WHAT NEEDS TO BE DONE: Copy out each line of the material in which the word "Crescent" appears.

LISTED ENTRIES:

▼▼▼

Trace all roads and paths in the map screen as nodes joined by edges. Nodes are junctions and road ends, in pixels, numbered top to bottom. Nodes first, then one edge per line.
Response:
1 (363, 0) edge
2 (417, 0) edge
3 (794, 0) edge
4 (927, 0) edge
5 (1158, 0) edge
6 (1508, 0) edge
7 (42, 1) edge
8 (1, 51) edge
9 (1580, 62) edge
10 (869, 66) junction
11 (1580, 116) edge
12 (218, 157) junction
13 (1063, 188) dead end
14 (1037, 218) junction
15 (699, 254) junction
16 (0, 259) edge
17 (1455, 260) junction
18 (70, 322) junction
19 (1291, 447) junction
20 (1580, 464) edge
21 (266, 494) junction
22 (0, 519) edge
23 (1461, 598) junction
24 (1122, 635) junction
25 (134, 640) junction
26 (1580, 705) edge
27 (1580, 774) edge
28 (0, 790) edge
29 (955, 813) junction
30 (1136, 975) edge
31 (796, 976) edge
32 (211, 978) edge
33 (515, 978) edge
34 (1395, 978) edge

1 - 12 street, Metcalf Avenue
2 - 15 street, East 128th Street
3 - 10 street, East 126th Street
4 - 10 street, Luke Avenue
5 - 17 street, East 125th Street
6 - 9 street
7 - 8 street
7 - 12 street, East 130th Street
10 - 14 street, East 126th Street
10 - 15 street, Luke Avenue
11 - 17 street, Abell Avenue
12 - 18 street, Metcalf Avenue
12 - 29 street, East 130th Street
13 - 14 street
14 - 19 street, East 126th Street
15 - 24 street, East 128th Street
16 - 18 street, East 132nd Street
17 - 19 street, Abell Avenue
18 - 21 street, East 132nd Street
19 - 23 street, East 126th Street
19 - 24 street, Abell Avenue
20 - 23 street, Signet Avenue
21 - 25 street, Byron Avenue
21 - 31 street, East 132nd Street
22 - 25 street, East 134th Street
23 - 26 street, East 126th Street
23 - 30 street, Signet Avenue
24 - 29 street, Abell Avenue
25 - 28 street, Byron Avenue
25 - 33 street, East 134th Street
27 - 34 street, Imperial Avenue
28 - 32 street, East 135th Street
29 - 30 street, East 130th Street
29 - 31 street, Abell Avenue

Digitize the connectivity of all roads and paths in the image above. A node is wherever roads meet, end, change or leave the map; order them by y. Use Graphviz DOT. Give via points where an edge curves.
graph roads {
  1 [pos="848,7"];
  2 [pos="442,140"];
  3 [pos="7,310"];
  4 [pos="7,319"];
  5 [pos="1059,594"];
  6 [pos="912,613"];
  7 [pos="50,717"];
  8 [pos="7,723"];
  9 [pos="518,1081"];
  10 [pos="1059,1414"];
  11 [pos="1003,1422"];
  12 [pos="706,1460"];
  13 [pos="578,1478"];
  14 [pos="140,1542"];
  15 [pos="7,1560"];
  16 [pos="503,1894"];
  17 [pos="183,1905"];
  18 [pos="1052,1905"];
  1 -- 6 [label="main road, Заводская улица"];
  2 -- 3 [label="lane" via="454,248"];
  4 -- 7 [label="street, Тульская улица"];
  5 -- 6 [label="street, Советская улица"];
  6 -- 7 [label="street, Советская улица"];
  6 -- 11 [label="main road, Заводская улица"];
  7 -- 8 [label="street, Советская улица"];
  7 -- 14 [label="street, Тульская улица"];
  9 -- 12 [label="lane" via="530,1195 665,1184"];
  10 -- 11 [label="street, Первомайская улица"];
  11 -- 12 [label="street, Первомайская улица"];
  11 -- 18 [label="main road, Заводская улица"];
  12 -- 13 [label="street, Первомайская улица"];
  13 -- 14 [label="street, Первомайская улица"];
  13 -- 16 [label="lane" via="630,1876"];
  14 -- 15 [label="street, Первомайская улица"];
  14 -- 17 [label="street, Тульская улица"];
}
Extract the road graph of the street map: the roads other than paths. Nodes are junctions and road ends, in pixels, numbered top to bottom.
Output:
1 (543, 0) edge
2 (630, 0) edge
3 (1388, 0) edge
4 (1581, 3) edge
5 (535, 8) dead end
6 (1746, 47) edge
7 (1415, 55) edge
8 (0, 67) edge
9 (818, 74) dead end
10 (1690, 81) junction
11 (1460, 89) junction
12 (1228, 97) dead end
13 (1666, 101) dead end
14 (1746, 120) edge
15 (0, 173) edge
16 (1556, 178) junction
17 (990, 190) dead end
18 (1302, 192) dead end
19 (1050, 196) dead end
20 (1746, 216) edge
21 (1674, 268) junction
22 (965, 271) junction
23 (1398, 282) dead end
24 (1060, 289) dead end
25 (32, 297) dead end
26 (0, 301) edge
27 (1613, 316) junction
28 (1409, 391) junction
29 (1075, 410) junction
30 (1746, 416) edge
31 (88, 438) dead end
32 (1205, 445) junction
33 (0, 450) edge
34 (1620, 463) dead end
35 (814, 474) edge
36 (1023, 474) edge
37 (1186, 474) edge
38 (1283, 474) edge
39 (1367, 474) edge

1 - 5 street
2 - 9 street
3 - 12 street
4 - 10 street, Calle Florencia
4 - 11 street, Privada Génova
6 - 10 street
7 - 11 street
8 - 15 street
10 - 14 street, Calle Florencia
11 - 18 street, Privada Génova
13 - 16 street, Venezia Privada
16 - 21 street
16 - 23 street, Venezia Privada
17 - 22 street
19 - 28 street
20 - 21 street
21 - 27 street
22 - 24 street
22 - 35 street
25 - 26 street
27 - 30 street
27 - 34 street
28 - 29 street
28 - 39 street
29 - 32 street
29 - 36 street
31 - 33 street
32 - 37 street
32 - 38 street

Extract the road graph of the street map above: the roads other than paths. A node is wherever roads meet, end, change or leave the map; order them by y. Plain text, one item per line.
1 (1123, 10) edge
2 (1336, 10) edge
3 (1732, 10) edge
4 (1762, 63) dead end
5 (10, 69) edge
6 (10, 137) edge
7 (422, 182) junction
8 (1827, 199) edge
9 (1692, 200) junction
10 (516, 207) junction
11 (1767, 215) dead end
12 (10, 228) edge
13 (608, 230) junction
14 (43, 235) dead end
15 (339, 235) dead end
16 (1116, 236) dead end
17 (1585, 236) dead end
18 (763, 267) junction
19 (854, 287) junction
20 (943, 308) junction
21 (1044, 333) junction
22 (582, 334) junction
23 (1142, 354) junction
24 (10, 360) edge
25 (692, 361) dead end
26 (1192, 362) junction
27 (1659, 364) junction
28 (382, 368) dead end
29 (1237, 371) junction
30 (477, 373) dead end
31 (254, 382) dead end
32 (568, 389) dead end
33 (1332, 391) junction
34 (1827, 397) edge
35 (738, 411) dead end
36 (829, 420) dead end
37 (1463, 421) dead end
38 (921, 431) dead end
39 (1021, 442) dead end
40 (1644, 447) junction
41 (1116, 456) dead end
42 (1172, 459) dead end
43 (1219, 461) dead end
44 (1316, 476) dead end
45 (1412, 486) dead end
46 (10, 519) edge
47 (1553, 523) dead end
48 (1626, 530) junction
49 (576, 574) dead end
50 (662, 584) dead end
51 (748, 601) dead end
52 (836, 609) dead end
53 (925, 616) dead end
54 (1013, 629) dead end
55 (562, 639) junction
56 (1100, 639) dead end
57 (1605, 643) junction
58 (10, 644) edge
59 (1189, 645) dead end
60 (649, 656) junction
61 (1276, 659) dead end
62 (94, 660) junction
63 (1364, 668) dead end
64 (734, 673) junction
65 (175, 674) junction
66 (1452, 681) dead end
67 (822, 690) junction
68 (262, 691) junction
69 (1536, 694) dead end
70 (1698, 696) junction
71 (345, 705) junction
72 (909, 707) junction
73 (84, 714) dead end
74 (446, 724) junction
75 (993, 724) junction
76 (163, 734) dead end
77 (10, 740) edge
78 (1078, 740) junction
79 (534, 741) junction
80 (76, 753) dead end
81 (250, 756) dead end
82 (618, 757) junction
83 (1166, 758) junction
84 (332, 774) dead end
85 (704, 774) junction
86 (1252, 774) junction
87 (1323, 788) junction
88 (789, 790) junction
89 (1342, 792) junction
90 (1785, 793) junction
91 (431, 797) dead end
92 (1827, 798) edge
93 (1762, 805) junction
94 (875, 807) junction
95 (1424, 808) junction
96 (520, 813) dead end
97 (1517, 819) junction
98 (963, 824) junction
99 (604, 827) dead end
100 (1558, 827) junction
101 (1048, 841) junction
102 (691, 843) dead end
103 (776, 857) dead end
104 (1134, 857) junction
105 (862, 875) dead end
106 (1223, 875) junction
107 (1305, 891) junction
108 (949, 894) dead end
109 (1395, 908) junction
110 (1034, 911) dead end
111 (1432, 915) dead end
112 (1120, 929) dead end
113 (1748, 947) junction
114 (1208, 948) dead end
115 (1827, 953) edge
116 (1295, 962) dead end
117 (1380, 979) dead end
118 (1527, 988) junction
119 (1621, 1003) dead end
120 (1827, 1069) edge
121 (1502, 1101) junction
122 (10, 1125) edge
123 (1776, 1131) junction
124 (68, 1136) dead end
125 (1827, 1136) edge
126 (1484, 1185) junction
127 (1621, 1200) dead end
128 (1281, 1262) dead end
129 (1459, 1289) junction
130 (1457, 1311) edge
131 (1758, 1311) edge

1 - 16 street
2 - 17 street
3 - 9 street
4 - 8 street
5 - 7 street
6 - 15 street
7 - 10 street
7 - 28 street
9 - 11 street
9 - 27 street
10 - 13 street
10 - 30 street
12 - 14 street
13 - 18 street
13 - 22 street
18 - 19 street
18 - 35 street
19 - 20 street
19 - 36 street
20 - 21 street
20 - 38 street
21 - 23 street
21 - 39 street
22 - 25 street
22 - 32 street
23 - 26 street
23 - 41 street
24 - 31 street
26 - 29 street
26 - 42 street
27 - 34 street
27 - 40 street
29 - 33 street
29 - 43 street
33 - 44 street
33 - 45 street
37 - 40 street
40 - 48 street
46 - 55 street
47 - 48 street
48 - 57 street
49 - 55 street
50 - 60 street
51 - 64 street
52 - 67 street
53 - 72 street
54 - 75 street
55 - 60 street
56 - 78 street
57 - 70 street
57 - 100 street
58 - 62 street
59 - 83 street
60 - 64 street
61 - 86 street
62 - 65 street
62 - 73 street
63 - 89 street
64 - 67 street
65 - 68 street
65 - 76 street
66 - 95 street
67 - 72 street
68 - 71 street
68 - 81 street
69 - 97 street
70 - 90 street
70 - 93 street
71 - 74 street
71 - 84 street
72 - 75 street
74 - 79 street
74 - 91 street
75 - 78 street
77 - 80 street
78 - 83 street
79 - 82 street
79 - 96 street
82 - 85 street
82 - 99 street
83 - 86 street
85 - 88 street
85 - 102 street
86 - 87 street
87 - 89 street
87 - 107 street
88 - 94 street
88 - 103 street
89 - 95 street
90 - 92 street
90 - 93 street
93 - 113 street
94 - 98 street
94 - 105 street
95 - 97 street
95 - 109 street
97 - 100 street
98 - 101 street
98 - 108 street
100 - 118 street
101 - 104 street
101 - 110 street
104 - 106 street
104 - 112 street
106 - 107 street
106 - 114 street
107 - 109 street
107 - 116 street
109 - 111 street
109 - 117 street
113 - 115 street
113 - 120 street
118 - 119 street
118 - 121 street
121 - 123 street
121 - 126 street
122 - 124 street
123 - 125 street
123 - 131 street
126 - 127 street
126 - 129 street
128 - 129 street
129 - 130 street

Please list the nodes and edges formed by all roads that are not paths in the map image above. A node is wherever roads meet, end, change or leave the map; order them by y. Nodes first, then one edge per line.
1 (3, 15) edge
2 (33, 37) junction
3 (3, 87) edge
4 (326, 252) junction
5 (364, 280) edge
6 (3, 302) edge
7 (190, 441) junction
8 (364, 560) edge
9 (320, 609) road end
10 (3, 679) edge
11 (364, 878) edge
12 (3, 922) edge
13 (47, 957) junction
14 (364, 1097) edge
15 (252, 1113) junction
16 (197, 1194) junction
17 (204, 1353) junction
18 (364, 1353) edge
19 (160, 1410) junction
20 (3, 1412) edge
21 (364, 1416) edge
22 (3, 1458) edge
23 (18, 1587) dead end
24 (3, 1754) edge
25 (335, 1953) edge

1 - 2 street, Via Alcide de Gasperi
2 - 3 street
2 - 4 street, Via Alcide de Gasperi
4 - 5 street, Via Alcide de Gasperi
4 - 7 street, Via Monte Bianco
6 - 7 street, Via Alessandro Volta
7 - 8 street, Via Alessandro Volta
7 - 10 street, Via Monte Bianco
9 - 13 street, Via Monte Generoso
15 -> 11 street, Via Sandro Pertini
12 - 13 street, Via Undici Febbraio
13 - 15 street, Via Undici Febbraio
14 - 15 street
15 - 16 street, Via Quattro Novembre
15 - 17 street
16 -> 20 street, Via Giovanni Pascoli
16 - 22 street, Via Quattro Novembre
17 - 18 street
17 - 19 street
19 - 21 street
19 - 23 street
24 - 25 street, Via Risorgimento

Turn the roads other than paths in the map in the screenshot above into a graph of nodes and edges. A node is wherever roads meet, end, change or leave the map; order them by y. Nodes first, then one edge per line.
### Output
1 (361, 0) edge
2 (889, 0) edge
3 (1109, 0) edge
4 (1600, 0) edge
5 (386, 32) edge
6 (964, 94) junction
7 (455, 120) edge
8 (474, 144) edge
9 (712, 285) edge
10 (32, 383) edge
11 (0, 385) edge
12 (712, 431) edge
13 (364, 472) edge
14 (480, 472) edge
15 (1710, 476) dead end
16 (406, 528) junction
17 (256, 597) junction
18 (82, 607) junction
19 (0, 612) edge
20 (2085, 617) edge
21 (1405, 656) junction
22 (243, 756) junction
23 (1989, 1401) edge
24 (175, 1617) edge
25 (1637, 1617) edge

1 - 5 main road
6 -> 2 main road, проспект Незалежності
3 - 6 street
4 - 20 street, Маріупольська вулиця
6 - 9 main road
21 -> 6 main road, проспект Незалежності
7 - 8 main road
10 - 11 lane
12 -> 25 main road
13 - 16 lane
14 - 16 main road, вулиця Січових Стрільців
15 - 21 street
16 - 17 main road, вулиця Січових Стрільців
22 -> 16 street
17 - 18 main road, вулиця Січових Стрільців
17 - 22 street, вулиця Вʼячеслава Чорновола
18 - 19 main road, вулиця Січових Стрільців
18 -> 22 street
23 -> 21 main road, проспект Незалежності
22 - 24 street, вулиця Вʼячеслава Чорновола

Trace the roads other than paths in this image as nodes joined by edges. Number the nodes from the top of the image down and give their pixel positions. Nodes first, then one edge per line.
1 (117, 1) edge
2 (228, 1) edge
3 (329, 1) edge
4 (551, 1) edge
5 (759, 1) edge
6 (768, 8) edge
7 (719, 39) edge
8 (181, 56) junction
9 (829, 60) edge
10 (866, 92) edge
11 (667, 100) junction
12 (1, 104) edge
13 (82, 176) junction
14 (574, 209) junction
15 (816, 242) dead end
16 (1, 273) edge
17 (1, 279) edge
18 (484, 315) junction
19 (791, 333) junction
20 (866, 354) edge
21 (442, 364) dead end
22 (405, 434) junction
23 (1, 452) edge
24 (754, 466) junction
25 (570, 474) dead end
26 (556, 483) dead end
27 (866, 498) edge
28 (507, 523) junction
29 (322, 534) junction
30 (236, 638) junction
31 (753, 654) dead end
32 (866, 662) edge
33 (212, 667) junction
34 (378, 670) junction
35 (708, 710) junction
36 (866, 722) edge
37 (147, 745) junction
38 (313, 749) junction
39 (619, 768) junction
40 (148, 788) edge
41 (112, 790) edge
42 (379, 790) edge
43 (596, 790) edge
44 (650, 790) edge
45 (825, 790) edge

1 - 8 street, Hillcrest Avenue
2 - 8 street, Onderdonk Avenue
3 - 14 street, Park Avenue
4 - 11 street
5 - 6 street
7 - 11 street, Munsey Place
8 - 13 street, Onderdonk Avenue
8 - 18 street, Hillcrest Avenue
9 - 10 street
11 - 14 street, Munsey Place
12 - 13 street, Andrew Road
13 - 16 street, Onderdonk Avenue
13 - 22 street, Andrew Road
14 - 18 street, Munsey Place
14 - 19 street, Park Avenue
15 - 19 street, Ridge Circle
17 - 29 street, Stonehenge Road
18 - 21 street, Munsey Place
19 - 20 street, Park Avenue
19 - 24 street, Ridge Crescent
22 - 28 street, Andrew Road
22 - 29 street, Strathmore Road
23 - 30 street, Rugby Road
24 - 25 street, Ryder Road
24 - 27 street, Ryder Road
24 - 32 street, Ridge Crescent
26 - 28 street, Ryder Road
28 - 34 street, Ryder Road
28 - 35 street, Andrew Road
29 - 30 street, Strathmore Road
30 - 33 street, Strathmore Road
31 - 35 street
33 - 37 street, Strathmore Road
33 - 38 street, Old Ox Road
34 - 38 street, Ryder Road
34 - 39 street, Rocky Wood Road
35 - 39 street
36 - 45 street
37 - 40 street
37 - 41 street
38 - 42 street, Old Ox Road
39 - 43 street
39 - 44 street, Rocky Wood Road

▲▲▲

TASK SOLUTION:
19 - 24 street, Ridge Crescent
24 - 32 street, Ridge Crescent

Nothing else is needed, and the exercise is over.